_TASK GOAL_: Scan the records for the string "this". State how many lines contain it and add nothing.

_PROVIDED INFORMATION_:
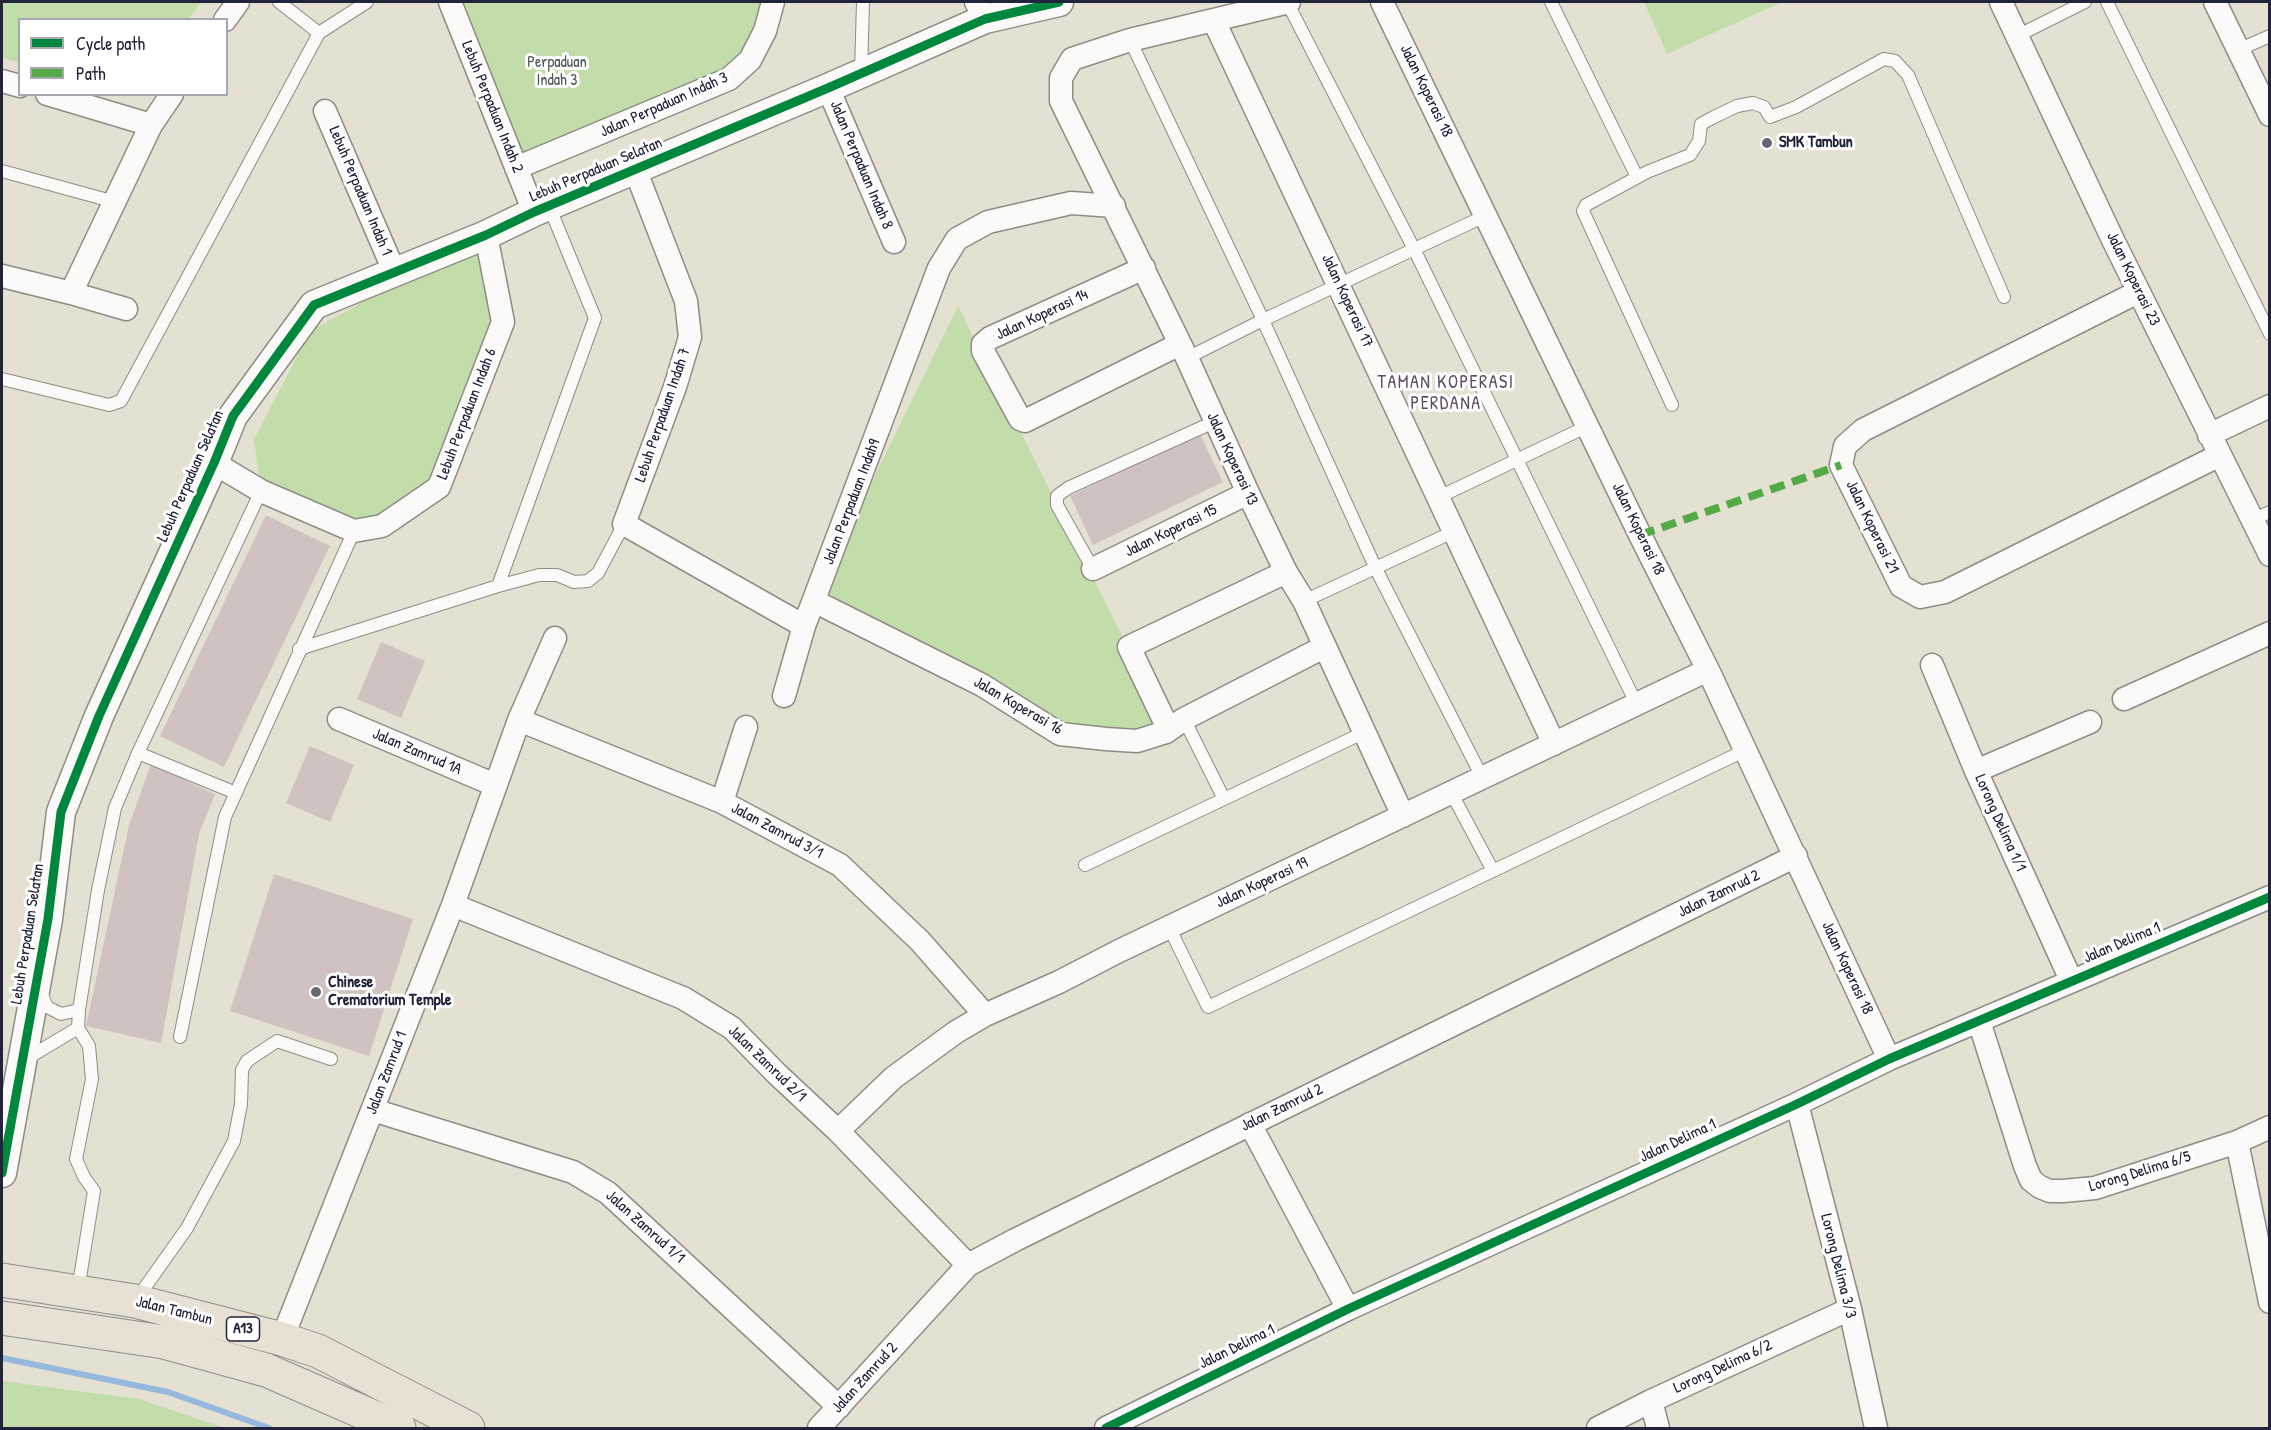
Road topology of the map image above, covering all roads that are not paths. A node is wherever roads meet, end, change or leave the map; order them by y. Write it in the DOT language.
==
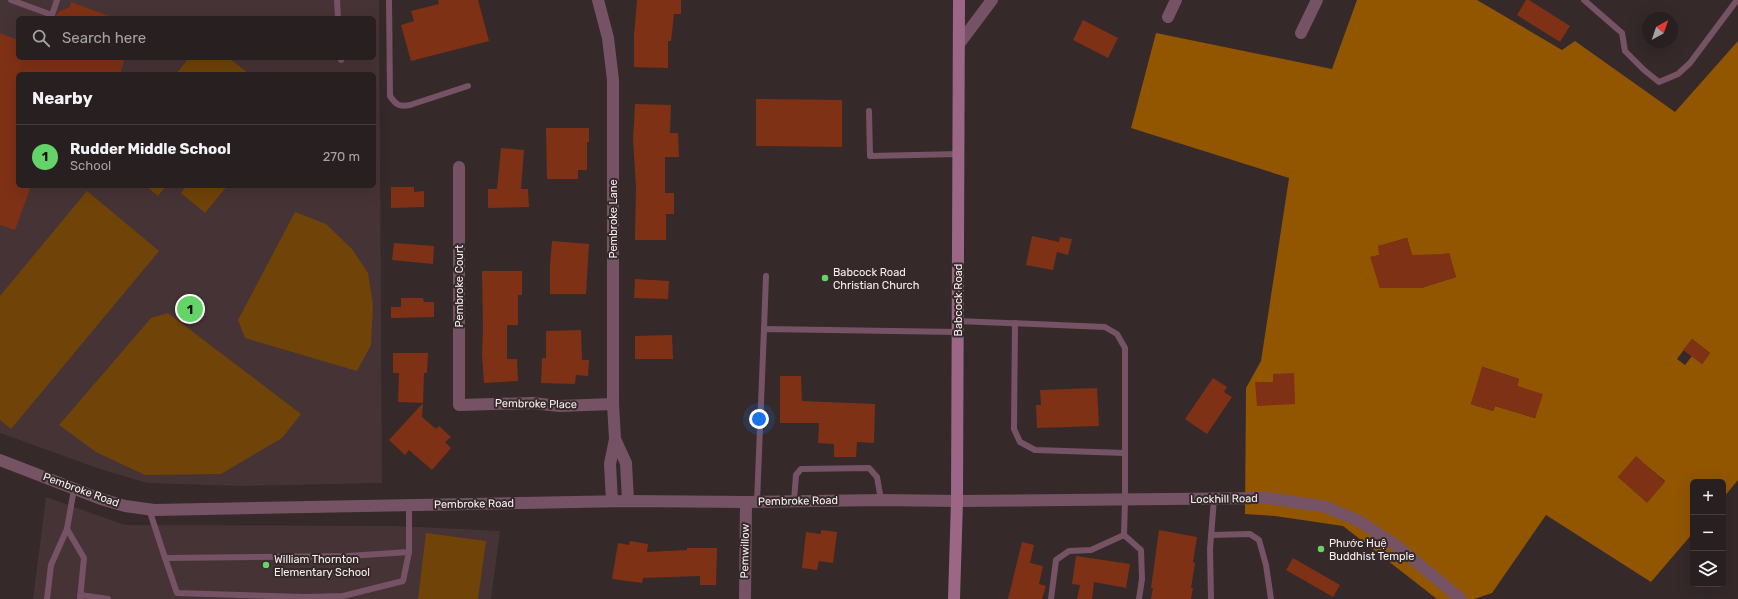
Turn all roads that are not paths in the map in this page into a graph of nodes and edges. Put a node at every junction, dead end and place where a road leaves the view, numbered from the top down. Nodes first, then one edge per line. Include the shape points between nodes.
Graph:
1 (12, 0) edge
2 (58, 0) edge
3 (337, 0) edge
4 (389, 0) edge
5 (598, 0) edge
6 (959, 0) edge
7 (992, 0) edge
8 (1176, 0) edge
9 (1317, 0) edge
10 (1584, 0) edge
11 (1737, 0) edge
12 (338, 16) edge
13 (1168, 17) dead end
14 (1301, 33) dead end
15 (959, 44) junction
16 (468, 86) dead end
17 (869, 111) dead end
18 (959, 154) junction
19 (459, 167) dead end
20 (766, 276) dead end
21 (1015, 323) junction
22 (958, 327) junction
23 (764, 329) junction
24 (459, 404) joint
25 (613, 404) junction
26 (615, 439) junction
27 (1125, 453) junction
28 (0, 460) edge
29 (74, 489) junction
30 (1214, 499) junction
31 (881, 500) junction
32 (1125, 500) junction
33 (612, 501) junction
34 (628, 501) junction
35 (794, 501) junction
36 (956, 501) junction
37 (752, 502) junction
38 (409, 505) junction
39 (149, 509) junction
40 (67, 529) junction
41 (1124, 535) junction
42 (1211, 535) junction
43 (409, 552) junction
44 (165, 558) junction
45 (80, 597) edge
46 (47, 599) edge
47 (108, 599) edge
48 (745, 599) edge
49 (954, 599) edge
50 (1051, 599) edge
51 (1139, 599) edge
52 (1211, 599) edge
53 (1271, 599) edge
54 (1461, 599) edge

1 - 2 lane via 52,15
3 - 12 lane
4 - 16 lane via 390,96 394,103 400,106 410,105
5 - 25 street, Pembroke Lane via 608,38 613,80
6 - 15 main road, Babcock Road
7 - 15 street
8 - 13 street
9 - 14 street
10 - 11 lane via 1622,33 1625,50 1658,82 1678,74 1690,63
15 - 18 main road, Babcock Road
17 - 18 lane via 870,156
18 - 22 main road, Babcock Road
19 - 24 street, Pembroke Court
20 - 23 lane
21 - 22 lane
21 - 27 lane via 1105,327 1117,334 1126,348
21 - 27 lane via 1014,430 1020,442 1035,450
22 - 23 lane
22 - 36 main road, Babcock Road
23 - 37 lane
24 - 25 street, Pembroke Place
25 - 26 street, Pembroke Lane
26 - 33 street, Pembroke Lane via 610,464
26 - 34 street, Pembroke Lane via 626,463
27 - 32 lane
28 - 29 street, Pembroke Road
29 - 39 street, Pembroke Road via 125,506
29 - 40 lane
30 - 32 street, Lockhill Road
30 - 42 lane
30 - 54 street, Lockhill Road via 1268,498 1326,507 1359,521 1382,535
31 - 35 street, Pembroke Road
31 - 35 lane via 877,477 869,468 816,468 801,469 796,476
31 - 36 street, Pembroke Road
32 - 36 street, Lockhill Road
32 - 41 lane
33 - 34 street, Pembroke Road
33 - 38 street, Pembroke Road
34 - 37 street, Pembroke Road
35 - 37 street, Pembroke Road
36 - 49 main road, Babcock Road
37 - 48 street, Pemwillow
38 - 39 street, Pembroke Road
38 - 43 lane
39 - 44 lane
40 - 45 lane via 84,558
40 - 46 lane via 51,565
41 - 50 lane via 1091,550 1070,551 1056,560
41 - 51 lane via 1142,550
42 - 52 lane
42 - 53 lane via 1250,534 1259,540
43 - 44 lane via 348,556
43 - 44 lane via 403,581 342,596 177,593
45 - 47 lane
* * *
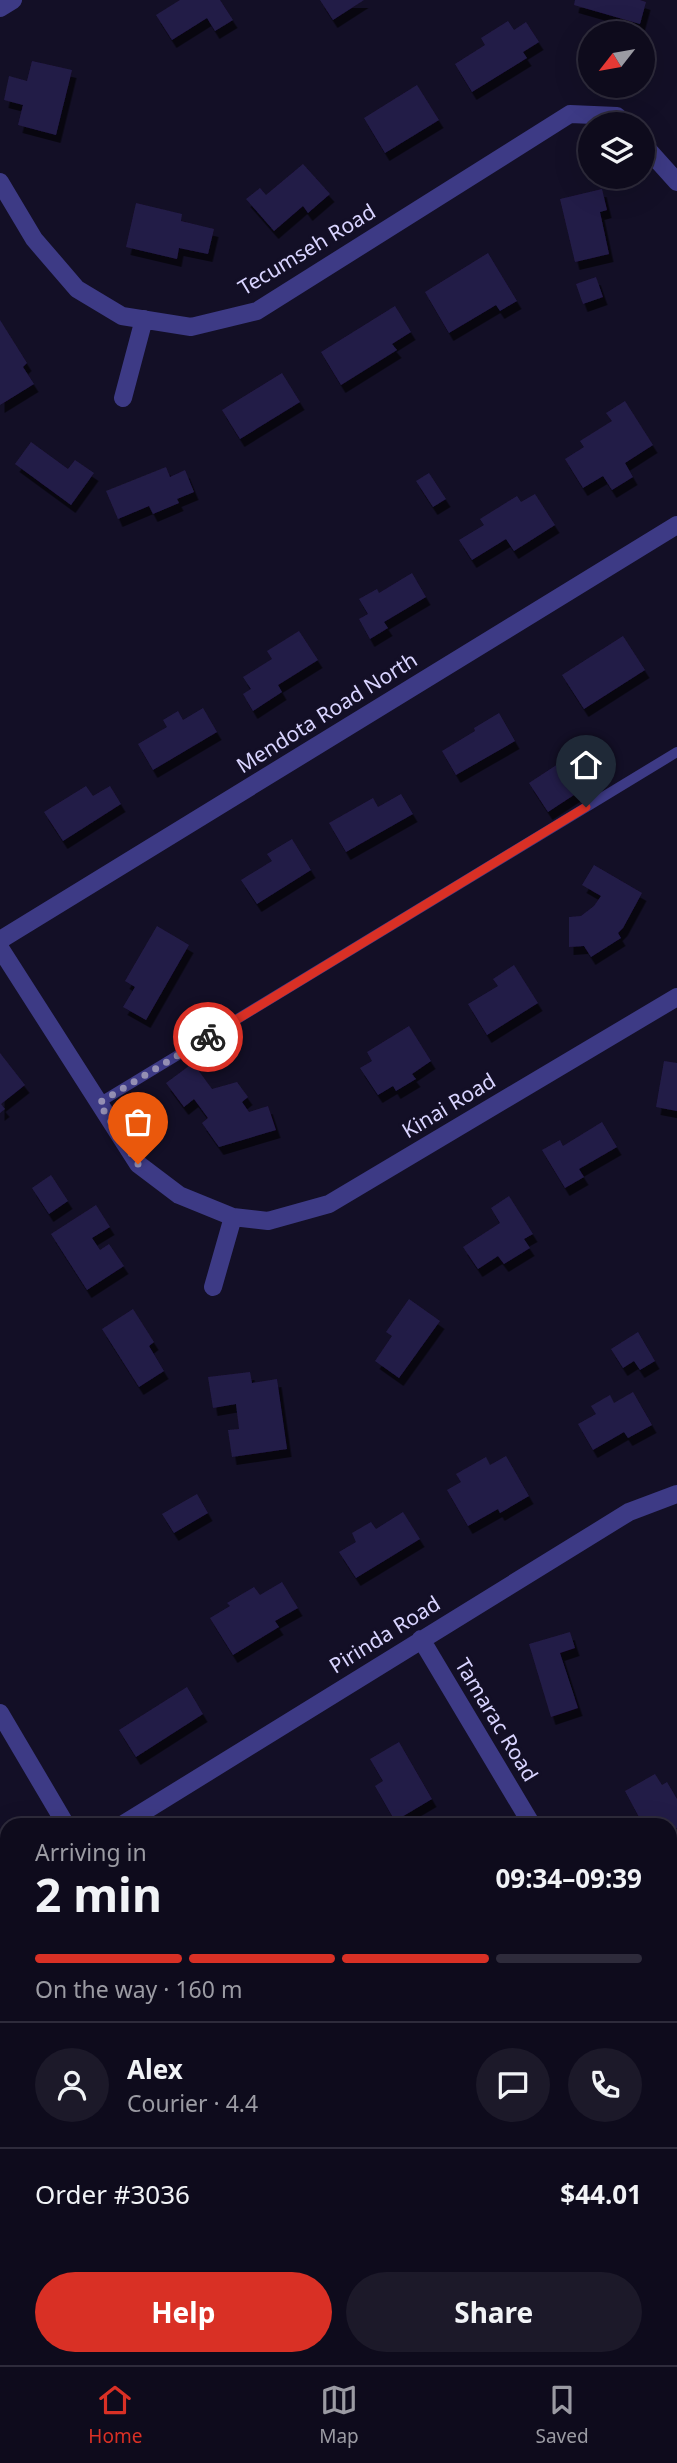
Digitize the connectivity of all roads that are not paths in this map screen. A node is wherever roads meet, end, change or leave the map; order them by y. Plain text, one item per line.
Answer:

_EXERCISE ANSWER_: 2